• [Required action] Retrieve every line of the data holding the word "Проїзна".

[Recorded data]
######

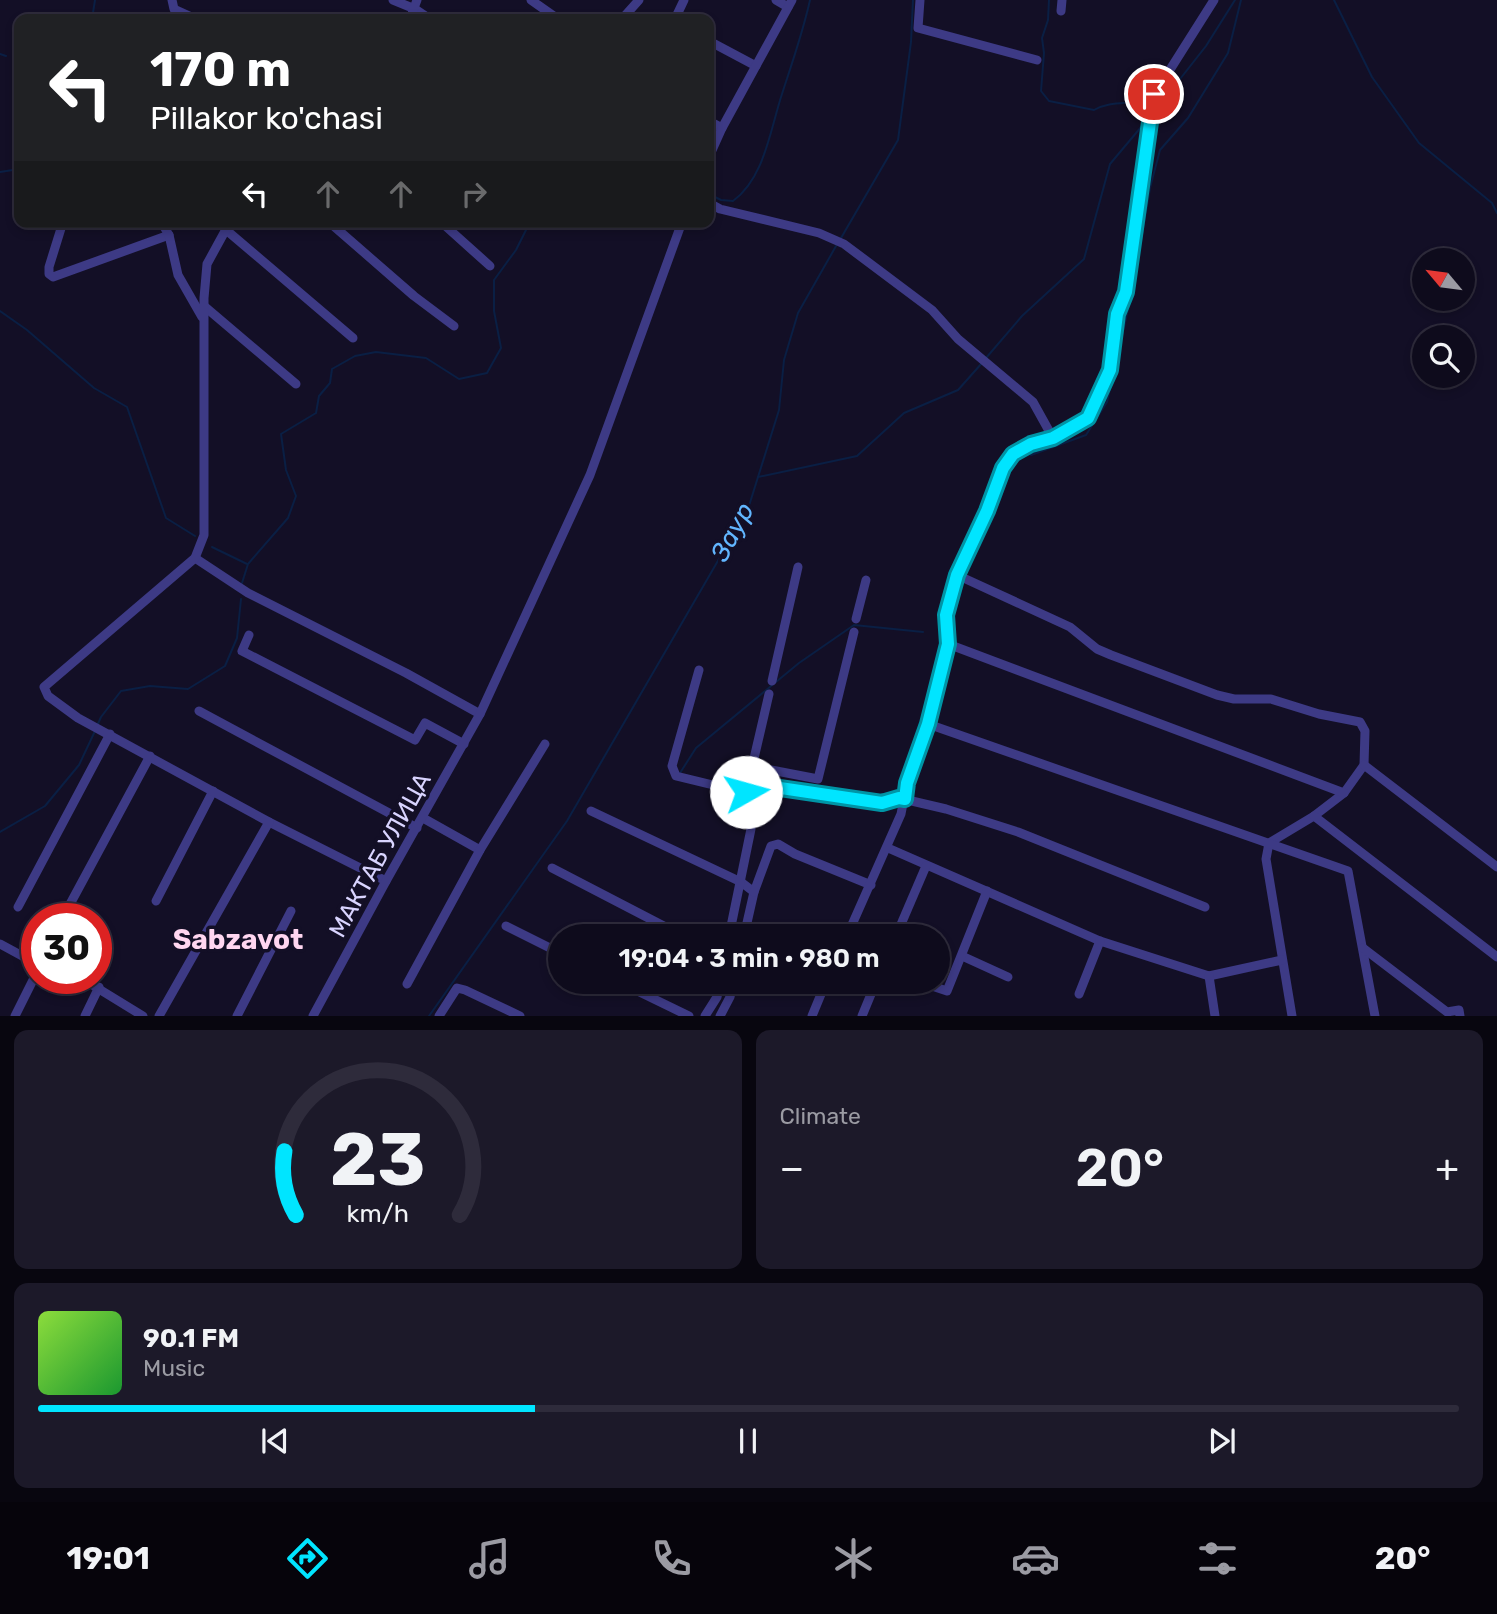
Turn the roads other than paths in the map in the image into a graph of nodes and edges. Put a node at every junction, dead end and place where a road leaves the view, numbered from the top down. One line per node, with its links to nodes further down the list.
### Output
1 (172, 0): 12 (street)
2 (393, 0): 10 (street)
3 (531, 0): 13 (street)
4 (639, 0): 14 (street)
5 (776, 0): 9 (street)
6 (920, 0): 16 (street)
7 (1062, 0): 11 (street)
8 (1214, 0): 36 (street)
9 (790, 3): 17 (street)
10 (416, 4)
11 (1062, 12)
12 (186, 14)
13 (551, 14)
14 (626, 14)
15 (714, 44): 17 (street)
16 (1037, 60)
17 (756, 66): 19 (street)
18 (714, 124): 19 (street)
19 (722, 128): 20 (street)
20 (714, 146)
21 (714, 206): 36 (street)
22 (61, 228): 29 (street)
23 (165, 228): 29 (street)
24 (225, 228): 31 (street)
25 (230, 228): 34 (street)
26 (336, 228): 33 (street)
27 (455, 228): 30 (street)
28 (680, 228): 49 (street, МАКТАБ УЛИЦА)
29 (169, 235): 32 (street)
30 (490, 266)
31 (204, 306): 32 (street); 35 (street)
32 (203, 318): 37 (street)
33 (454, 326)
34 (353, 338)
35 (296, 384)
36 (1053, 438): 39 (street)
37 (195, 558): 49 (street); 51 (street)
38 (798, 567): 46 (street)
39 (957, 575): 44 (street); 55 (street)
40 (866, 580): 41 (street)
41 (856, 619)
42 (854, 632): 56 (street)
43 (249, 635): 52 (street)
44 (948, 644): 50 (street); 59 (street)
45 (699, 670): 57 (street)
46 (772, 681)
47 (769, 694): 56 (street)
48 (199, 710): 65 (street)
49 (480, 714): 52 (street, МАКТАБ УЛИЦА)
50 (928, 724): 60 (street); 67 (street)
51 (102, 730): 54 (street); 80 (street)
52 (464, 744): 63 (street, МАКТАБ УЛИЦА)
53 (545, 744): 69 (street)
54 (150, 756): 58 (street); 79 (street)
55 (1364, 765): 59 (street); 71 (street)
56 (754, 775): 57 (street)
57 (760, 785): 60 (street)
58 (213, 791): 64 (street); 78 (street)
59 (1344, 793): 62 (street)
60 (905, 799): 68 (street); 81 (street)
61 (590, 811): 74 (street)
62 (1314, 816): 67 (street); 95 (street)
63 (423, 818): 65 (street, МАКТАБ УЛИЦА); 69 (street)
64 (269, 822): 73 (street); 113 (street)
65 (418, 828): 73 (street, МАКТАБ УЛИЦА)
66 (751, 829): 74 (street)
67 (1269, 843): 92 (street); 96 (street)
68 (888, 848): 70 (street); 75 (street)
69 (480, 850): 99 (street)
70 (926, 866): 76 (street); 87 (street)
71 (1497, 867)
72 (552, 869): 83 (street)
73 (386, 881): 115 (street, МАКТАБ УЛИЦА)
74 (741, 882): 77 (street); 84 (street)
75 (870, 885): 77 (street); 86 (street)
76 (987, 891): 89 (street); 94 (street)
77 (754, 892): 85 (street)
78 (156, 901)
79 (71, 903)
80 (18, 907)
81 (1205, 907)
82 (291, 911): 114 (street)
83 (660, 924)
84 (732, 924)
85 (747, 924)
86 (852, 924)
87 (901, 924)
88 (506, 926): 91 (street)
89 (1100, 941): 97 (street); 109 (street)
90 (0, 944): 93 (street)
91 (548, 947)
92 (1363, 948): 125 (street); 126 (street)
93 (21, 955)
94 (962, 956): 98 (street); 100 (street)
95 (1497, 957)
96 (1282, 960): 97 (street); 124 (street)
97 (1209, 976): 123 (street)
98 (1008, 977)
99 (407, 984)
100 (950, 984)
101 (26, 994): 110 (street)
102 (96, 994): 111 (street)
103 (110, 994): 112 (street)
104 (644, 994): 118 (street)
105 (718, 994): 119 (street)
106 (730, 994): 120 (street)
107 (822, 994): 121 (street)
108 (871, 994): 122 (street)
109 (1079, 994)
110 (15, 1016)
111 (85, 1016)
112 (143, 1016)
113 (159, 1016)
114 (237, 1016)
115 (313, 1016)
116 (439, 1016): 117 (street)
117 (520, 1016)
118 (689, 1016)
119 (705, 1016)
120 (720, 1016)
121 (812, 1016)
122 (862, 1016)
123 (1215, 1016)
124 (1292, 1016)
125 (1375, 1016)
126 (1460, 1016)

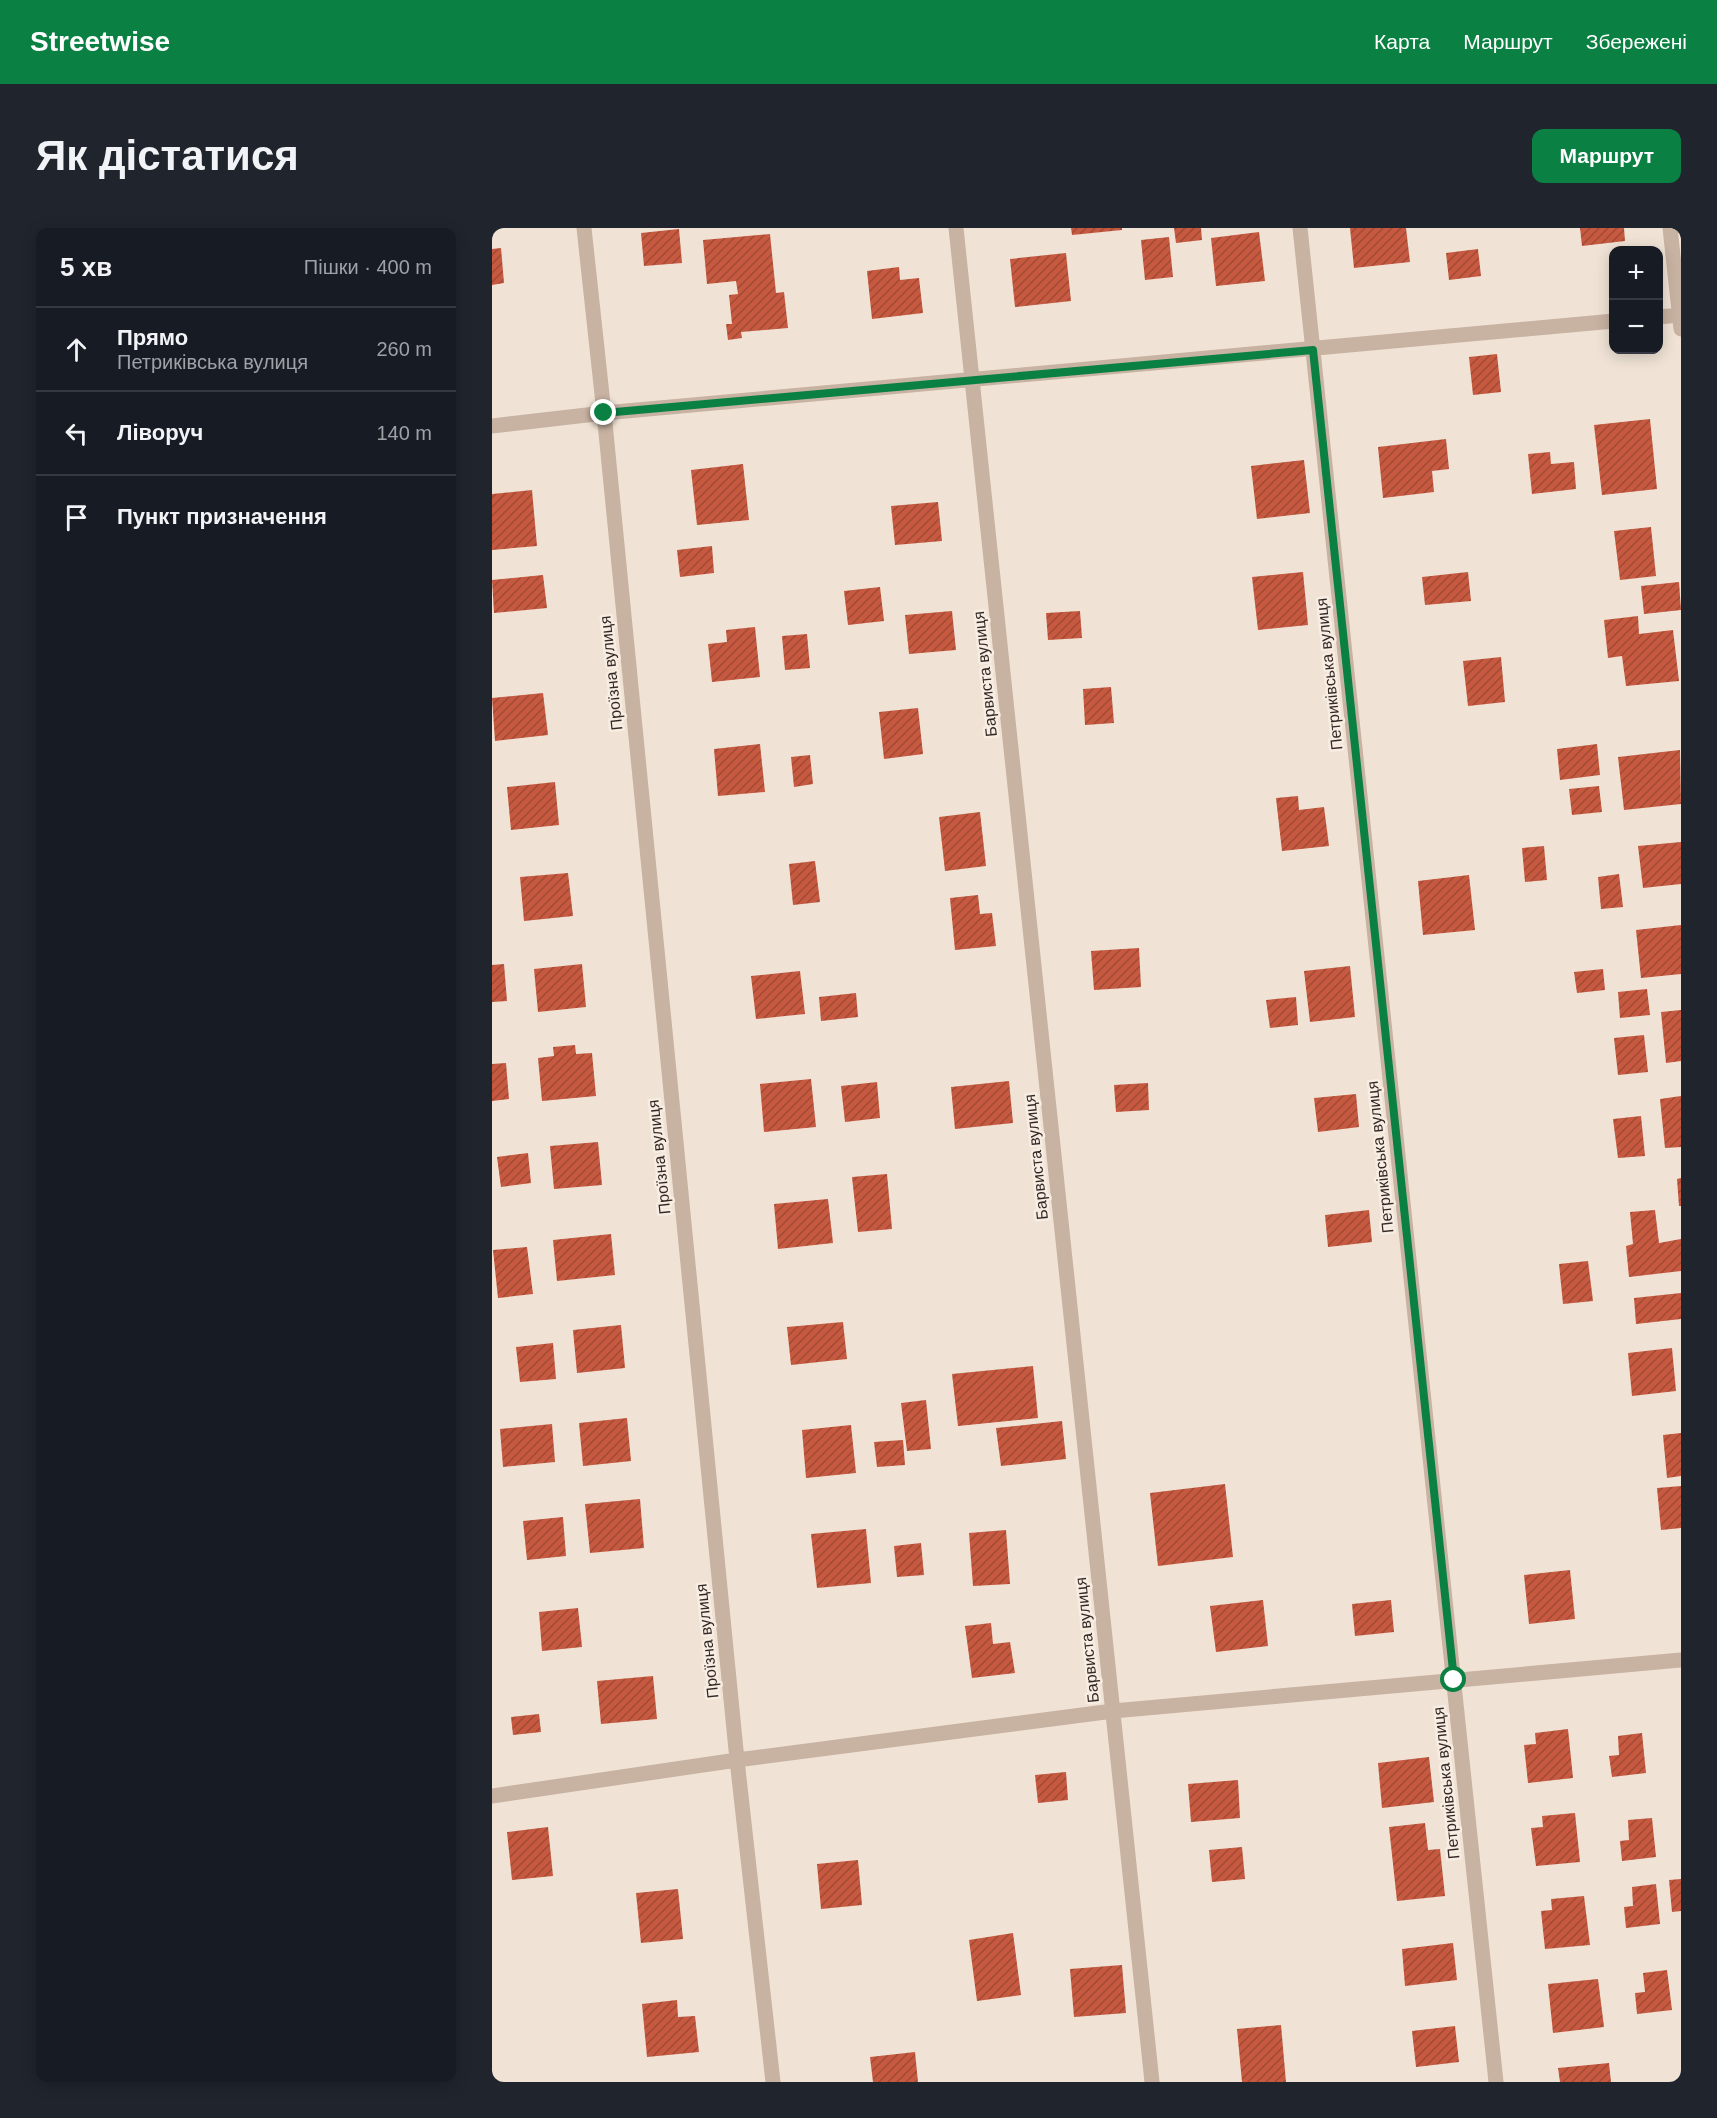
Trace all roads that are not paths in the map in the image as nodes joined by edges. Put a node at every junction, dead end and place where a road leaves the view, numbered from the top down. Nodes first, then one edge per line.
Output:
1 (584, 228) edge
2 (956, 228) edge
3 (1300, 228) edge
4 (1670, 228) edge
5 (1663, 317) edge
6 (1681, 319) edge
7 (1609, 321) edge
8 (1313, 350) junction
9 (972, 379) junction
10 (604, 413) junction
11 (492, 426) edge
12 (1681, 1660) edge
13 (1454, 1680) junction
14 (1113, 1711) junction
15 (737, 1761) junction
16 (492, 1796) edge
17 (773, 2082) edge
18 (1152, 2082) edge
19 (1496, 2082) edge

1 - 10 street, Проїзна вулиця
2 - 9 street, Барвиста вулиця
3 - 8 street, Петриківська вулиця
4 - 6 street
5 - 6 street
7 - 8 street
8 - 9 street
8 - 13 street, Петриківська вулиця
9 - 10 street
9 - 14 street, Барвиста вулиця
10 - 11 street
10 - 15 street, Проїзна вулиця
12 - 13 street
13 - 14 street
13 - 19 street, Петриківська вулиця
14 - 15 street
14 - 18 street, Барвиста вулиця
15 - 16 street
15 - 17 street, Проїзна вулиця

######

• [Result for this task]
1 - 10 street, Проїзна вулиця
10 - 15 street, Проїзна вулиця
15 - 17 street, Проїзна вулиця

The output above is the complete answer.